# EDSR

A seguinte célula é a implementação do modelo EDSR (Enhanced Deep residual networks fo single image Super Resolution). Este modelo se caracteriza pelo uso de blocos residuais antes do upsample. Ele obteve melhores resultados que seus antecessores ao remover camdas de Batch Normalization.

In [None]:
import numpy as np
import tensorflow as tf

from tensorflow.keras.layers import Add, Conv2D, Input, Lambda
from tensorflow.keras.models import Model

DIV2K_RGB_MEAN = np.array([0.4488, 0.4371, 0.4040]) * 255

# Directory for saving model weights
weights_dir = 'weights'

def edsr(scale, num_filters=64, num_res_blocks=8, res_block_scaling=None):
    """Creates an EDSR model."""
    x_in = Input(shape=(None, None, 3))
    x = Lambda(normalize)(x_in)

    x = b = Conv2D(num_filters, 3, padding='same')(x)
    for i in range(num_res_blocks):
        b = res_block(b, num_filters, res_block_scaling)
    b = Conv2D(num_filters, 3, padding='same')(b)
    x = Add()([x, b])

    x = upsample(x, scale, num_filters)
    x = Conv2D(3, 3, padding='same')(x)

    x = Lambda(denormalize)(x)
    return Model(x_in, x, name="edsr")


def res_block(x_in, filters, scaling):
    """Creates an EDSR residual block."""
    x = Conv2D(filters, 3, padding='same', activation='relu')(x_in)
    x = Conv2D(filters, 3, padding='same')(x)
    if scaling:
        x = Lambda(lambda t: t * scaling)(x)
    x = Add()([x_in, x])
    return x


def upsample(x, scale, num_filters):
    def upsample_1(x, factor, **kwargs):
        """Sub-pixel convolution."""
        x = Conv2D(num_filters * (factor ** 2), 3, padding='same', **kwargs)(x)
        return Lambda(pixel_shuffle(scale=factor))(x)

    if scale == 2:
        x = upsample_1(x, 2, name='conv2d_1_scale_2')
    elif scale == 3:
        x = upsample_1(x, 3, name='conv2d_1_scale_3')
    elif scale == 4:
        x = upsample_1(x, 2, name='conv2d_1_scale_2')
        x = upsample_1(x, 2, name='conv2d_2_scale_2')

    return x


def pixel_shuffle(scale):
    return lambda x: tf.nn.depth_to_space(x, scale)


def normalize(x):
    return (x - DIV2K_RGB_MEAN) / 127.5


def denormalize(x):
    return x * 127.5 + DIV2K_RGB_MEAN

Download dp dataset de treino DIV2K. Primeiramente todas as imagens recebem downsize em um fator 4. Depois disso elas recebem transformações aleatórias como rotações e inversões para aumentar variabilidade do dataset.

In [None]:
from data import DIV2K

train = DIV2K(scale=4, downgrade='bicubic', subset='train')
train_ds = train.dataset(batch_size=16, random_transform=True)
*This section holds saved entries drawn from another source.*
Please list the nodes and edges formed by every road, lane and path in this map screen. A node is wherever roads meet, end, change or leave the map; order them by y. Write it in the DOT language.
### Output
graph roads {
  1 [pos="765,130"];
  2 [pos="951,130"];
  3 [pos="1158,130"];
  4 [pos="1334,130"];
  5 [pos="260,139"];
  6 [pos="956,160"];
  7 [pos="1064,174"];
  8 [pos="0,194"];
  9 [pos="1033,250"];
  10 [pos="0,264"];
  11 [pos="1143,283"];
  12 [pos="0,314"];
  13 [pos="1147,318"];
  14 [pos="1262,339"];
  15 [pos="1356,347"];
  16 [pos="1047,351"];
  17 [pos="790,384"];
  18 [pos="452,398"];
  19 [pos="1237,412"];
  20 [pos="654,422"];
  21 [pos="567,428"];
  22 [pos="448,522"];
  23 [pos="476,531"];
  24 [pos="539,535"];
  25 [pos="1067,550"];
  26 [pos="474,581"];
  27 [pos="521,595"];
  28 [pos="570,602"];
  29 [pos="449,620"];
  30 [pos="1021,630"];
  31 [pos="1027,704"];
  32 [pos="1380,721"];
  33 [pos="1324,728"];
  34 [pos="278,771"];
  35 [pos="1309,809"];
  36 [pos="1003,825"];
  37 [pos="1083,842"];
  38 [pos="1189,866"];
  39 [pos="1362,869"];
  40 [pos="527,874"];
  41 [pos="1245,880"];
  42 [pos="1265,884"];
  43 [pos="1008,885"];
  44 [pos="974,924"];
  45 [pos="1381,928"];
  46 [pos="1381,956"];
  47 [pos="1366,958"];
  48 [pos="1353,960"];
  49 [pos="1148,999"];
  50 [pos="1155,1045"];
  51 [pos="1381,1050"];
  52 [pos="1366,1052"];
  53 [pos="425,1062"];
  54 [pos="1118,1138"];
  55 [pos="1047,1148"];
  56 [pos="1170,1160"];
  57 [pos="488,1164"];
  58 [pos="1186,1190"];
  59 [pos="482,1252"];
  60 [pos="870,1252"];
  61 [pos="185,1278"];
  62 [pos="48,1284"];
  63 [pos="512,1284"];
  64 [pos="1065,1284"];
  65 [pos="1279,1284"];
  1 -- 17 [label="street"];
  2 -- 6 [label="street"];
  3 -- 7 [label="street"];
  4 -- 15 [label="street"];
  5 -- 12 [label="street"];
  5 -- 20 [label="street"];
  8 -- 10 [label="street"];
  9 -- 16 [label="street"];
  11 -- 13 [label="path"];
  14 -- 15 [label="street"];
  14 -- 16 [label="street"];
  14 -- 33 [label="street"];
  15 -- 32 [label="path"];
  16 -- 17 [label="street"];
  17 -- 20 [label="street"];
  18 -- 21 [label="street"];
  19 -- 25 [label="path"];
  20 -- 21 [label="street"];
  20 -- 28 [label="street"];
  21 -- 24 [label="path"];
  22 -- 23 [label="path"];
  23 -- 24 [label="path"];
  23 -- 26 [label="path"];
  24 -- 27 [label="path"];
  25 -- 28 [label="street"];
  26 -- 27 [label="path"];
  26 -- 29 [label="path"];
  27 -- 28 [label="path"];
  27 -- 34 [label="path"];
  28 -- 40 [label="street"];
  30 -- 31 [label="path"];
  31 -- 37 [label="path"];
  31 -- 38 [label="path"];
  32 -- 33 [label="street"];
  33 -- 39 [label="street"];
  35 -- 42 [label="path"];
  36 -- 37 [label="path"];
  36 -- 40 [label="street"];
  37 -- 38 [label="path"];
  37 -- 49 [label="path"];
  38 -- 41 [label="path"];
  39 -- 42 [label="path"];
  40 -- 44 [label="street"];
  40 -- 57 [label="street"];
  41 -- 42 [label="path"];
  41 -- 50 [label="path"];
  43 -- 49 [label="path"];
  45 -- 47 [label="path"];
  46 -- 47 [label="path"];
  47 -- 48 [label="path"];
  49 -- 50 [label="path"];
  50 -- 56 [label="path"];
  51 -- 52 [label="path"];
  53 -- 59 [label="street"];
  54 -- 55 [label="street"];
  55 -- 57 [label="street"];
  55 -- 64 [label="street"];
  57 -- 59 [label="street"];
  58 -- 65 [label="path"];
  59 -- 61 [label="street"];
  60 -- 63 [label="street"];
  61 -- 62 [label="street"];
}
valid = DIV2K(scale=4, downgrade='bicubic', subset='valid')
valid_ds = valid.dataset(batch_size=1, random_transform=False, repeat_count=1)

Primeiro treinamento da rede, usando uma loss function constante. A função usada será a diferença média por pixel ou L1.

In [None]:
import os

from tensorflow.keras.optimizers import Adam
from tensorflow.keras.optimizers.schedules import PiecewiseConstantDecay

# EDSR baseline as described in the EDSR paper (1.52M parameters)
model_edsr = edsr(scale=4, num_res_blocks=32, num_filters=256)
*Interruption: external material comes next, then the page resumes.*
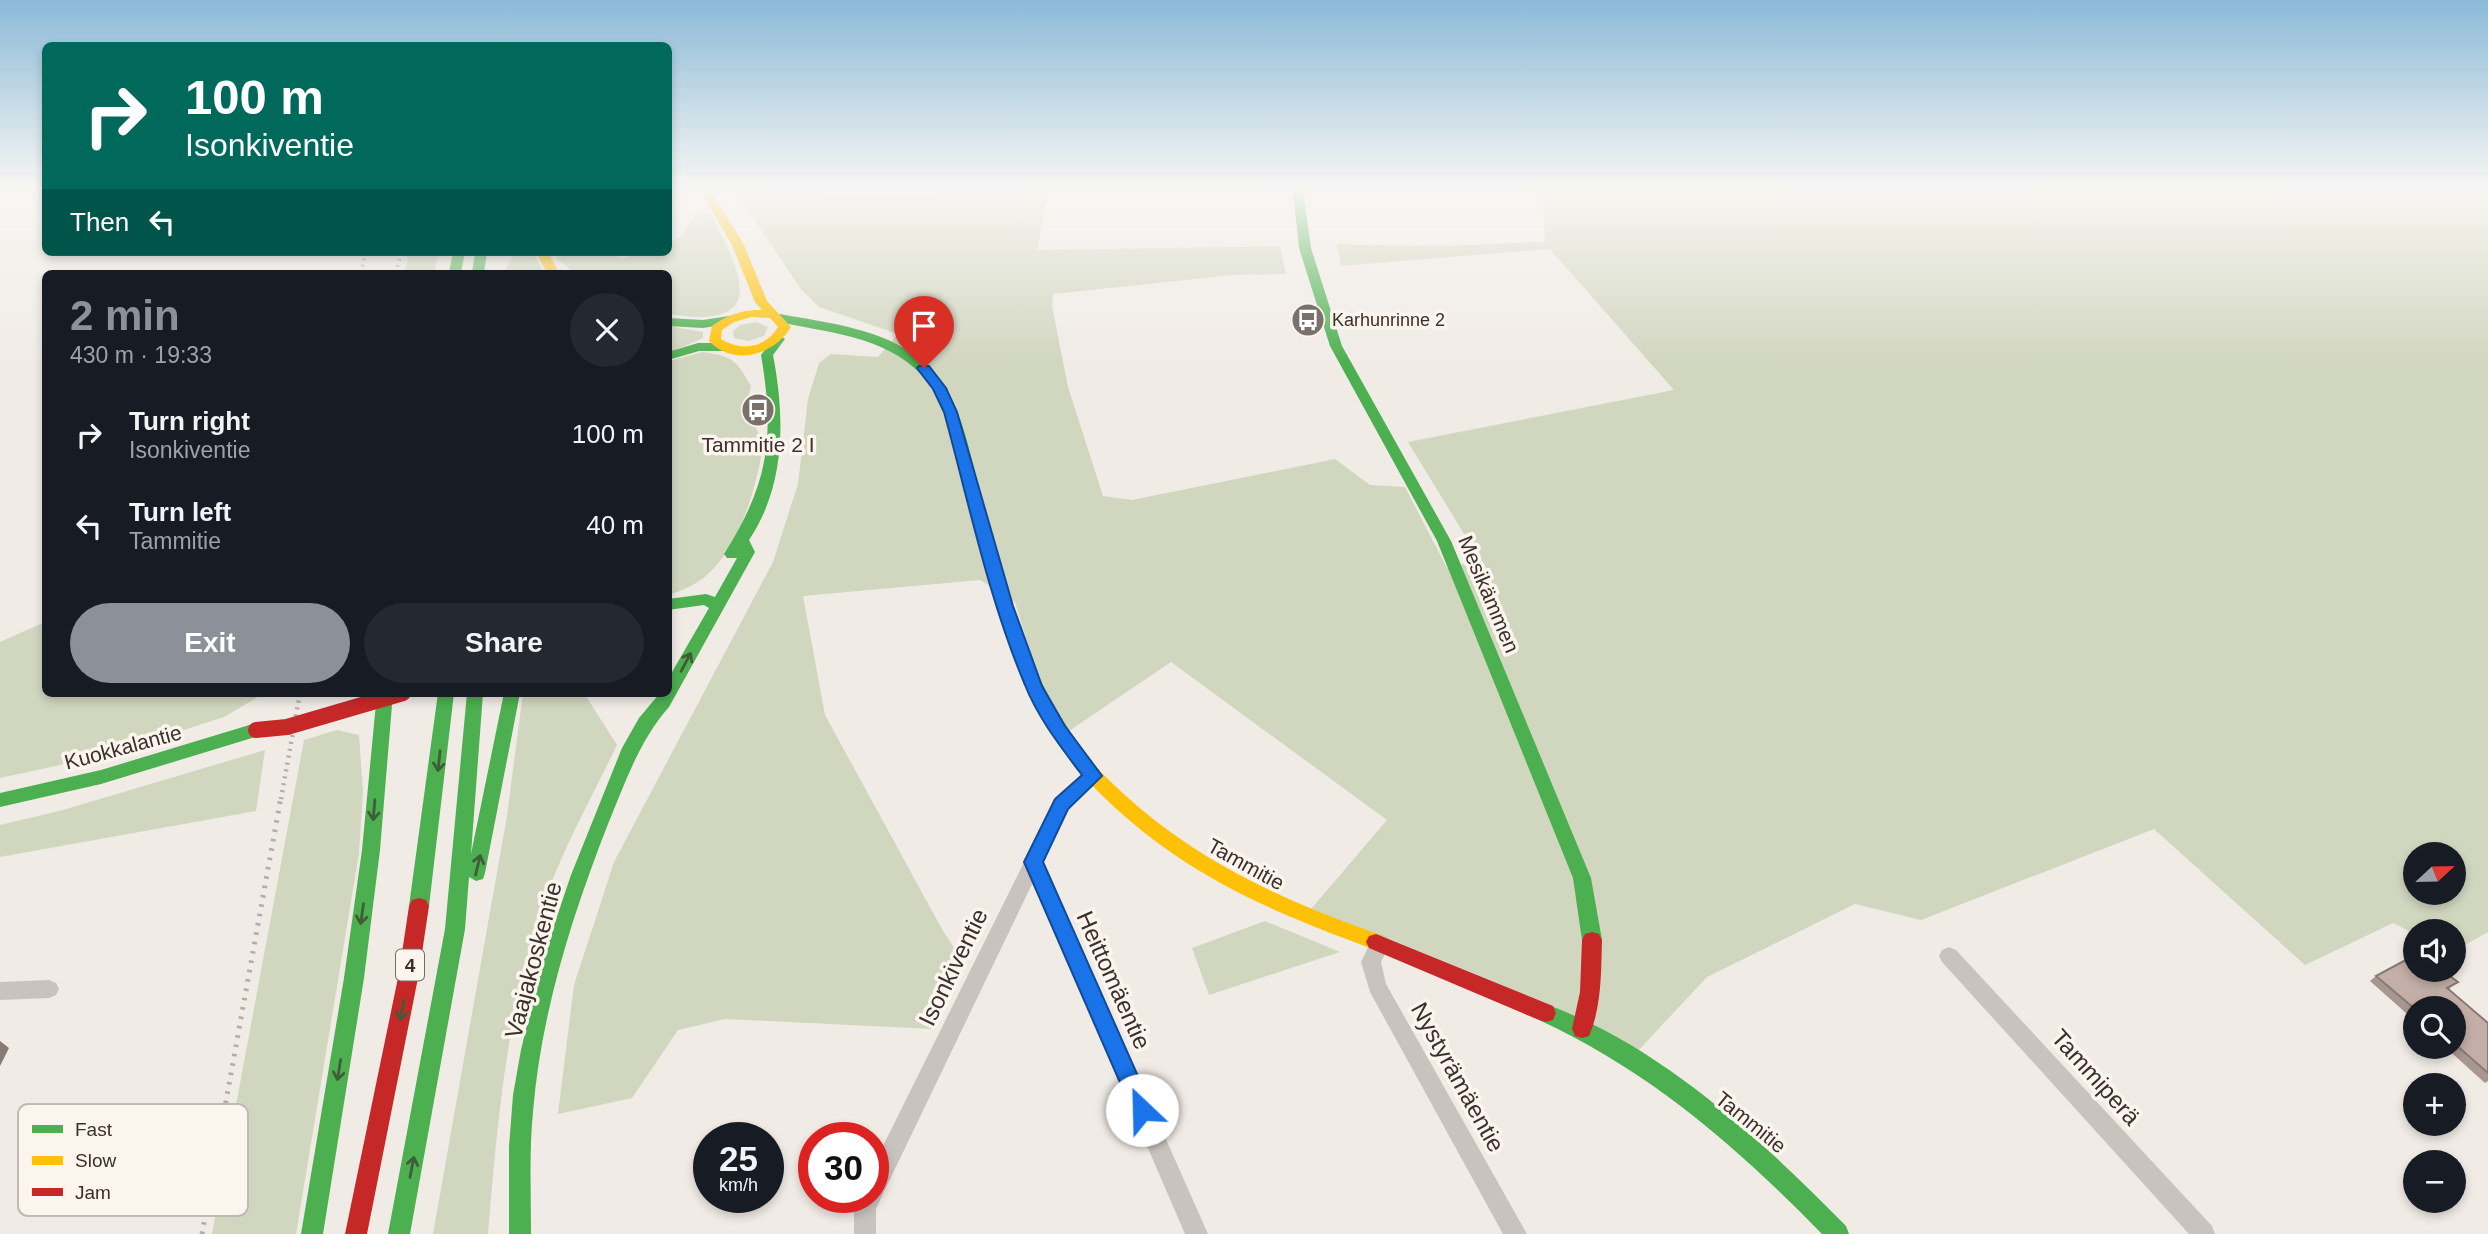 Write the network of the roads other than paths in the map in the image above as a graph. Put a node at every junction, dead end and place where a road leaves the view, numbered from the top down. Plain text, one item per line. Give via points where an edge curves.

# Adam optimizer with a scheduler that halfs learning rate after 200,000 steps
optim_edsr = Adam(learning_rate=PiecewiseConstantDecay(boundaries=[200000], values=[1e-4, 5e-5]))

# Compile and train model for 300,000 steps with L1 pixel loss
model_edsr.compile(optimizer=optim_edsr, loss='mean_absolute_error')
model_edsr.fit(train_ds, epochs=300, steps_per_epoch=1000)

# Save model weights
model_edsr.save_weights(os.path.join(weights_dir, 'weights-edsr-32-x4.h5'))
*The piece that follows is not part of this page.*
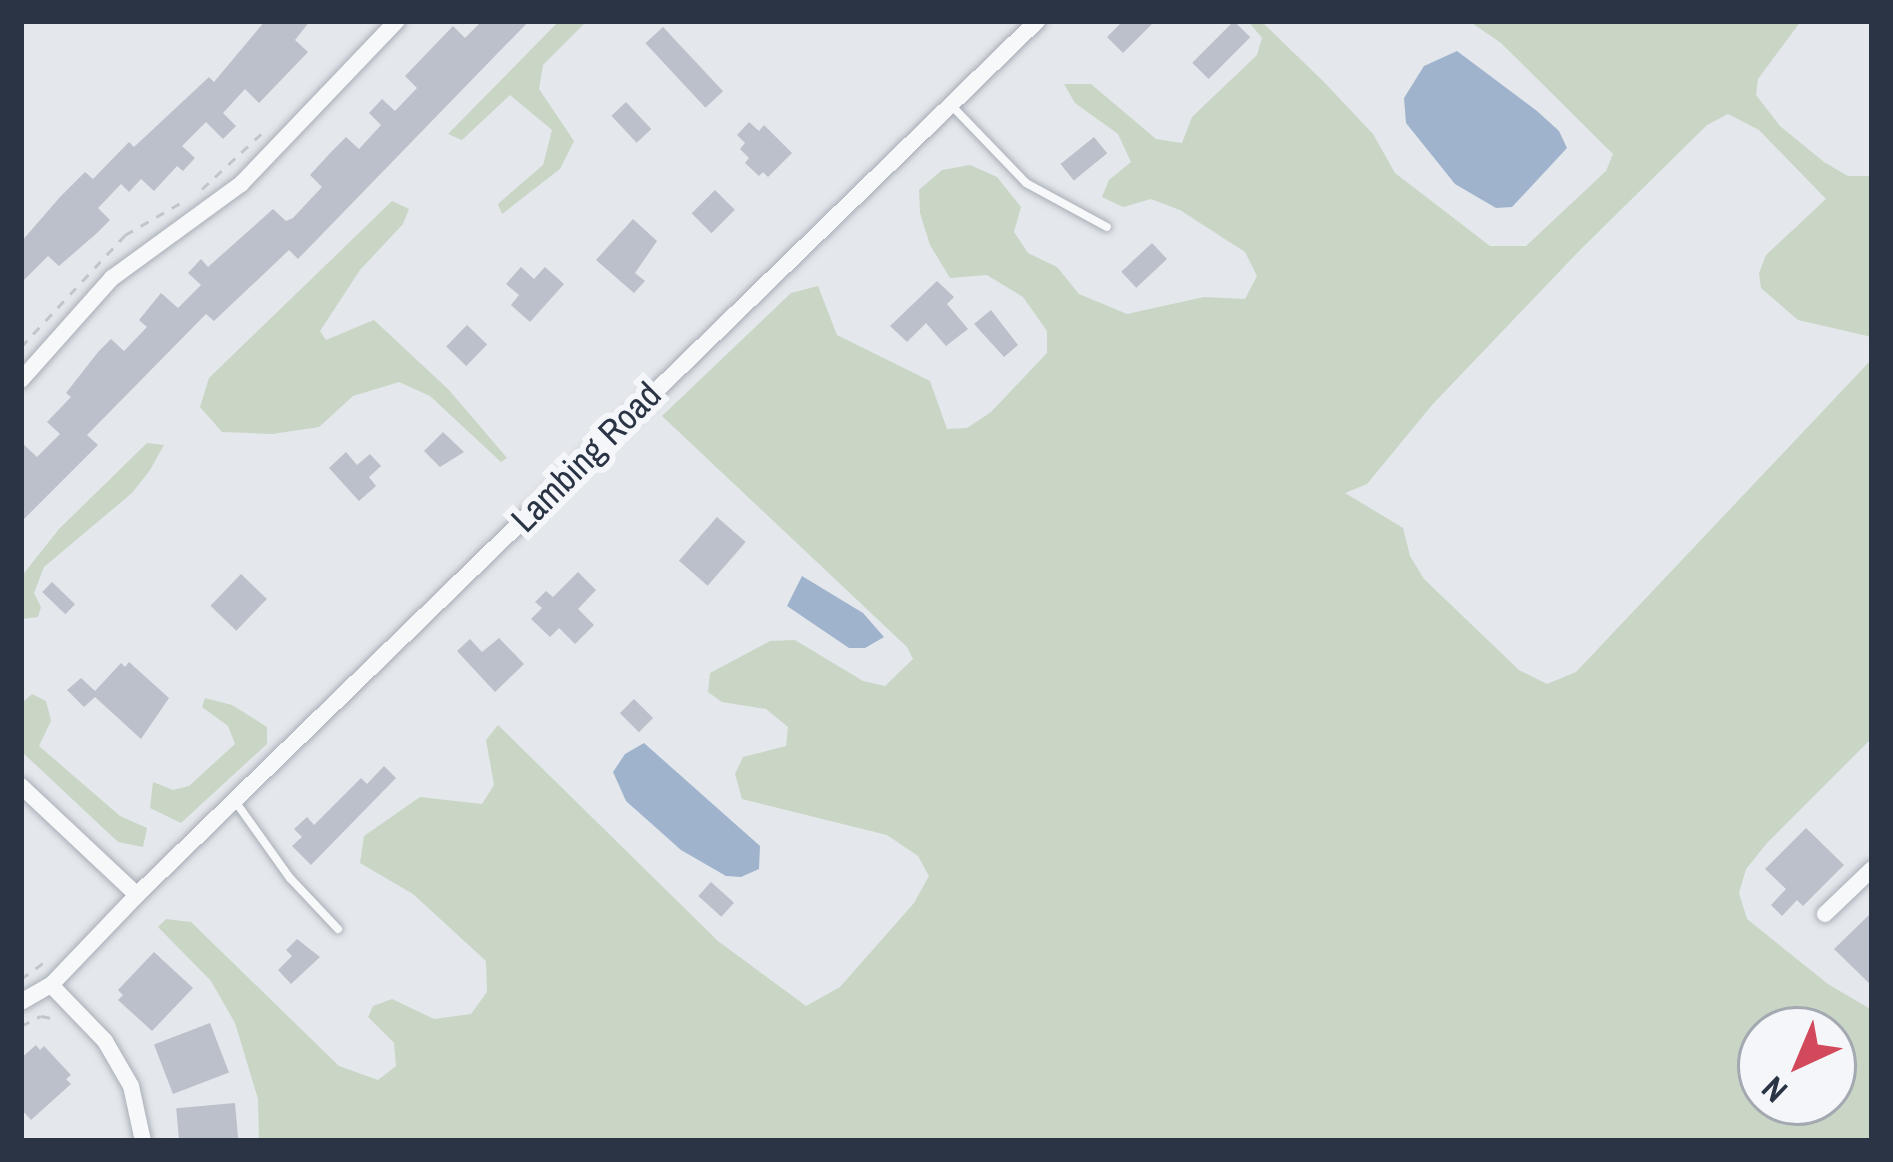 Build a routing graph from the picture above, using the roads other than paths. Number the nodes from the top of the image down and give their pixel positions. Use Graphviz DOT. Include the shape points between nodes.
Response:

Visualização do resultado da rede no seu estado atual. Pode ser visto que as imagens geradas são melhores que algoritmos tradicionais mas ainda não são nítidas. Isso ocorre porque a loss function é constante e favorece imagens que não erram muito em cada pixel mas acabam também não acertando completamente em nenhum.

In [None]:
import os
import matplotlib.pyplot as plt

from model import resolve_single
from utils import load_image

%matplotlib inline

edsr_pre_trained = edsr(scale=4, num_res_blocks=16)
edsr_pre_trained.load_weights(os.path.join(weights_dir, 'weights-edsr-16-x4.h5'))
lr = load_image('demo/0869x4-crop.png')
sr = resolve_single(edsr_pre_trained, lr)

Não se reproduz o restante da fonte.